___ Exercise inputs ___
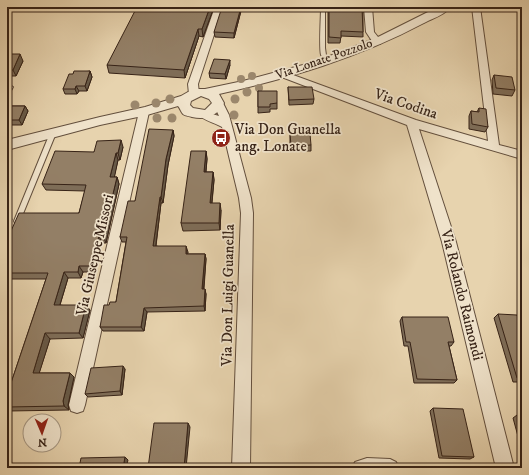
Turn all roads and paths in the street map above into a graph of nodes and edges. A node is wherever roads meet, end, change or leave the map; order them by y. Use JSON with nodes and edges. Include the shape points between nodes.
{"nodes":[{"id":1,"x":219,"y":7,"type":"edge"},
{"id":2,"x":323,"y":7,"type":"edge"},
{"id":3,"x":368,"y":7,"type":"edge"},
{"id":4,"x":446,"y":7,"type":"edge"},
{"id":5,"x":476,"y":7,"type":"edge"},
{"id":6,"x":377,"y":42,"type":"junction"},
{"id":7,"x":328,"y":60,"type":"junction"},
{"id":8,"x":282,"y":74,"type":"junction"},
{"id":9,"x":266,"y":79,"type":"junction"},
{"id":10,"x":10,"y":88,"type":"dead end"},
{"id":11,"x":7,"y":93,"type":"edge"},
{"id":12,"x":195,"y":95,"type":"junction"},
{"id":13,"x":218,"y":102,"type":"junction"},
{"id":14,"x":146,"y":111,"type":"junction"},
{"id":15,"x":198,"y":114,"type":"junction"},
{"id":16,"x":412,"y":124,"type":"junction"},
{"id":17,"x":226,"y":125,"type":"junction"},
{"id":18,"x":53,"y":133,"type":"junction"},
{"id":19,"x":7,"y":145,"type":"edge"},
{"id":20,"x":494,"y":146,"type":"junction"},
{"id":21,"x":522,"y":155,"type":"edge"},
{"id":22,"x":13,"y":230,"type":"edge"},
{"id":23,"x":77,"y":405,"type":"dead end"},
{"id":24,"x":241,"y":468,"type":"edge"},
{"id":25,"x":361,"y":468,"type":"edge"},
{"id":26,"x":390,"y":468,"type":"edge"},
{"id":27,"x":505,"y":468,"type":"edge"}],
"edges":[{"from":1,"to":12,"type":"street","via":[[193,84]]},
{"from":2,"to":7,"type":"lane","via":[[324,55]]},
{"from":3,"to":6,"type":"street","via":[[370,32]]},
{"from":4,"to":6,"type":"street","name":"Via Lonate Pozzolo"},
{"from":5,"to":20,"type":"street"},
{"from":6,"to":7,"type":"street","name":"Via Lonate Pozzolo"},
{"from":7,"to":8,"type":"street","name":"Via Lonate Pozzolo"},
{"from":8,"to":9,"type":"street","name":"Via Lonate Pozzolo"},
{"from":8,"to":16,"type":"street","name":"Via Codina"},
{"from":9,"to":12,"type":"street"},
{"from":9,"to":13,"type":"street"},
{"from":10,"to":11,"type":"lane"},
{"from":12,"to":13,"type":"street","via":[[214,96]]},
{"from":12,"to":14,"type":"street"},
{"from":12,"to":15,"type":"street","via":[[184,106],[185,109]]},
{"from":13,"to":15,"type":"street","via":[[214,110]]},
{"from":13,"to":17,"type":"street","name":"Via Don Luigi Guanella"},
{"from":14,"to":15,"type":"street"},
{"from":14,"to":18,"type":"street"},
{"from":14,"to":23,"type":"street","name":"Via Giuseppe Missori"},
{"from":15,"to":17,"type":"street"},
{"from":16,"to":20,"type":"street","name":"Via Codina"},
{"from":16,"to":27,"type":"street","name":"Via Rolando Raimondi","via":[[449,242]]},
{"from":17,"to":24,"type":"street","name":"Via Don Luigi Guanella","via":[[247,213]]},
{"from":18,"to":19,"type":"street"},
{"from":18,"to":22,"type":"lane"},
{"from":20,"to":21,"type":"street","name":"Via Codina"},
{"from":25,"to":26,"type":"street"}]}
___
▶ [Work item]:
If the records include pictures, omit them and transcribe everything else exactly.

▶ [Response for this exercise]:
Turn all roads and paths in the street map above into a graph of nodes and edges. A node is wherever roads meet, end, change or leave the map; order them by y. Use JSON with nodes and edges. Include the shape points between nodes.
{"nodes":[{"id":1,"x":219,"y":7,"type":"edge"},
{"id":2,"x":323,"y":7,"type":"edge"},
{"id":3,"x":368,"y":7,"type":"edge"},
{"id":4,"x":446,"y":7,"type":"edge"},
{"id":5,"x":476,"y":7,"type":"edge"},
{"id":6,"x":377,"y":42,"type":"junction"},
{"id":7,"x":328,"y":60,"type":"junction"},
{"id":8,"x":282,"y":74,"type":"junction"},
{"id":9,"x":266,"y":79,"type":"junction"},
{"id":10,"x":10,"y":88,"type":"dead end"},
{"id":11,"x":7,"y":93,"type":"edge"},
{"id":12,"x":195,"y":95,"type":"junction"},
{"id":13,"x":218,"y":102,"type":"junction"},
{"id":14,"x":146,"y":111,"type":"junction"},
{"id":15,"x":198,"y":114,"type":"junction"},
{"id":16,"x":412,"y":124,"type":"junction"},
{"id":17,"x":226,"y":125,"type":"junction"},
{"id":18,"x":53,"y":133,"type":"junction"},
{"id":19,"x":7,"y":145,"type":"edge"},
{"id":20,"x":494,"y":146,"type":"junction"},
{"id":21,"x":522,"y":155,"type":"edge"},
{"id":22,"x":13,"y":230,"type":"edge"},
{"id":23,"x":77,"y":405,"type":"dead end"},
{"id":24,"x":241,"y":468,"type":"edge"},
{"id":25,"x":361,"y":468,"type":"edge"},
{"id":26,"x":390,"y":468,"type":"edge"},
{"id":27,"x":505,"y":468,"type":"edge"}],
"edges":[{"from":1,"to":12,"type":"street","via":[[193,84]]},
{"from":2,"to":7,"type":"lane","via":[[324,55]]},
{"from":3,"to":6,"type":"street","via":[[370,32]]},
{"from":4,"to":6,"type":"street","name":"Via Lonate Pozzolo"},
{"from":5,"to":20,"type":"street"},
{"from":6,"to":7,"type":"street","name":"Via Lonate Pozzolo"},
{"from":7,"to":8,"type":"street","name":"Via Lonate Pozzolo"},
{"from":8,"to":9,"type":"street","name":"Via Lonate Pozzolo"},
{"from":8,"to":16,"type":"street","name":"Via Codina"},
{"from":9,"to":12,"type":"street"},
{"from":9,"to":13,"type":"street"},
{"from":10,"to":11,"type":"lane"},
{"from":12,"to":13,"type":"street","via":[[214,96]]},
{"from":12,"to":14,"type":"street"},
{"from":12,"to":15,"type":"street","via":[[184,106],[185,109]]},
{"from":13,"to":15,"type":"street","via":[[214,110]]},
{"from":13,"to":17,"type":"street","name":"Via Don Luigi Guanella"},
{"from":14,"to":15,"type":"street"},
{"from":14,"to":18,"type":"street"},
{"from":14,"to":23,"type":"street","name":"Via Giuseppe Missori"},
{"from":15,"to":17,"type":"street"},
{"from":16,"to":20,"type":"street","name":"Via Codina"},
{"from":16,"to":27,"type":"street","name":"Via Rolando Raimondi","via":[[449,242]]},
{"from":17,"to":24,"type":"street","name":"Via Don Luigi Guanella","via":[[247,213]]},
{"from":18,"to":19,"type":"street"},
{"from":18,"to":22,"type":"lane"},
{"from":20,"to":21,"type":"street","name":"Via Codina"},
{"from":25,"to":26,"type":"street"}]}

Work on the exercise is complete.